▶ WHAT TO DO
Write each entry out once more, please, precisely as shown.

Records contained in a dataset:
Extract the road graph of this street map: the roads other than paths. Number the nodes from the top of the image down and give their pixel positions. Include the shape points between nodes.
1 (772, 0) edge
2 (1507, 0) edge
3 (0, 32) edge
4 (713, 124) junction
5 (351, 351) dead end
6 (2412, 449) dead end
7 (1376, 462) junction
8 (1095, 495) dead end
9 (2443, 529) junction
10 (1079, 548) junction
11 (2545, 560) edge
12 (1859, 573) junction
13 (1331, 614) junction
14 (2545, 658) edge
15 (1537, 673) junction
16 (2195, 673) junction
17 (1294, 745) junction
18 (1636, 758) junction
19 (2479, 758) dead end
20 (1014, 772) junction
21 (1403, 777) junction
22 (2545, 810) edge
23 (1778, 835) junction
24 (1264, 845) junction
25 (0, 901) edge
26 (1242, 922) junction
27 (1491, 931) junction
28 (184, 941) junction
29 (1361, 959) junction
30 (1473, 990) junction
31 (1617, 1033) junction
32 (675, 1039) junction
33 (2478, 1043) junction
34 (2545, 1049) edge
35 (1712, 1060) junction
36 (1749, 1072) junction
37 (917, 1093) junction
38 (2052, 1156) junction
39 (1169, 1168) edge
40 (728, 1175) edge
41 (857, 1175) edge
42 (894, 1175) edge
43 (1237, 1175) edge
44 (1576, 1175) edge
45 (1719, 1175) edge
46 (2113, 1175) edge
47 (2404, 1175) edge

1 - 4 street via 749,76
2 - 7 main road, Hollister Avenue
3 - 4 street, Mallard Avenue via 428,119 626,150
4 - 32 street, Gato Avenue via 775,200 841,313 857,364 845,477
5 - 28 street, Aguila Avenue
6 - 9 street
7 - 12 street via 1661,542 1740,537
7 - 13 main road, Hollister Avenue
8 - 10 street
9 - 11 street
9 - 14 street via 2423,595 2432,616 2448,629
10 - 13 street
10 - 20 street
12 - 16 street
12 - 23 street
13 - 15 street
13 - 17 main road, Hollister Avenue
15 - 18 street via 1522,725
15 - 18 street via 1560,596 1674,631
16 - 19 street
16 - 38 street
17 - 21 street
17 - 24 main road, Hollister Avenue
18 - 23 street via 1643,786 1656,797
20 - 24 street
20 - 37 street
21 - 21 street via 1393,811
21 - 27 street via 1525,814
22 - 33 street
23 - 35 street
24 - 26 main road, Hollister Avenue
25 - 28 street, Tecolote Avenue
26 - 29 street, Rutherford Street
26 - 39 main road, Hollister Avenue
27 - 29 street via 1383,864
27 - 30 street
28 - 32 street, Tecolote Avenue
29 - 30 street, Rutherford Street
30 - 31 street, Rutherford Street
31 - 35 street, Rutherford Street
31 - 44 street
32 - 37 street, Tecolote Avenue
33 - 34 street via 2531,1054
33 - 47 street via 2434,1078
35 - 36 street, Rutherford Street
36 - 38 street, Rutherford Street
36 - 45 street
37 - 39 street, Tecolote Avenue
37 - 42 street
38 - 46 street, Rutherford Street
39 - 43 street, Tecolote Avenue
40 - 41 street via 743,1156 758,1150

▶ REPLY
Extract the road graph of this street map: the roads other than paths. Number the nodes from the top of the image down and give their pixel positions. Include the shape points between nodes.
1 (772, 0) edge
2 (1507, 0) edge
3 (0, 32) edge
4 (713, 124) junction
5 (351, 351) dead end
6 (2412, 449) dead end
7 (1376, 462) junction
8 (1095, 495) dead end
9 (2443, 529) junction
10 (1079, 548) junction
11 (2545, 560) edge
12 (1859, 573) junction
13 (1331, 614) junction
14 (2545, 658) edge
15 (1537, 673) junction
16 (2195, 673) junction
17 (1294, 745) junction
18 (1636, 758) junction
19 (2479, 758) dead end
20 (1014, 772) junction
21 (1403, 777) junction
22 (2545, 810) edge
23 (1778, 835) junction
24 (1264, 845) junction
25 (0, 901) edge
26 (1242, 922) junction
27 (1491, 931) junction
28 (184, 941) junction
29 (1361, 959) junction
30 (1473, 990) junction
31 (1617, 1033) junction
32 (675, 1039) junction
33 (2478, 1043) junction
34 (2545, 1049) edge
35 (1712, 1060) junction
36 (1749, 1072) junction
37 (917, 1093) junction
38 (2052, 1156) junction
39 (1169, 1168) edge
40 (728, 1175) edge
41 (857, 1175) edge
42 (894, 1175) edge
43 (1237, 1175) edge
44 (1576, 1175) edge
45 (1719, 1175) edge
46 (2113, 1175) edge
47 (2404, 1175) edge

1 - 4 street via 749,76
2 - 7 main road, Hollister Avenue
3 - 4 street, Mallard Avenue via 428,119 626,150
4 - 32 street, Gato Avenue via 775,200 841,313 857,364 845,477
5 - 28 street, Aguila Avenue
6 - 9 street
7 - 12 street via 1661,542 1740,537
7 - 13 main road, Hollister Avenue
8 - 10 street
9 - 11 street
9 - 14 street via 2423,595 2432,616 2448,629
10 - 13 street
10 - 20 street
12 - 16 street
12 - 23 street
13 - 15 street
13 - 17 main road, Hollister Avenue
15 - 18 street via 1522,725
15 - 18 street via 1560,596 1674,631
16 - 19 street
16 - 38 street
17 - 21 street
17 - 24 main road, Hollister Avenue
18 - 23 street via 1643,786 1656,797
20 - 24 street
20 - 37 street
21 - 21 street via 1393,811
21 - 27 street via 1525,814
22 - 33 street
23 - 35 street
24 - 26 main road, Hollister Avenue
25 - 28 street, Tecolote Avenue
26 - 29 street, Rutherford Street
26 - 39 main road, Hollister Avenue
27 - 29 street via 1383,864
27 - 30 street
28 - 32 street, Tecolote Avenue
29 - 30 street, Rutherford Street
30 - 31 street, Rutherford Street
31 - 35 street, Rutherford Street
31 - 44 street
32 - 37 street, Tecolote Avenue
33 - 34 street via 2531,1054
33 - 47 street via 2434,1078
35 - 36 street, Rutherford Street
36 - 38 street, Rutherford Street
36 - 45 street
37 - 39 street, Tecolote Avenue
37 - 42 street
38 - 46 street, Rutherford Street
39 - 43 street, Tecolote Avenue
40 - 41 street via 743,1156 758,1150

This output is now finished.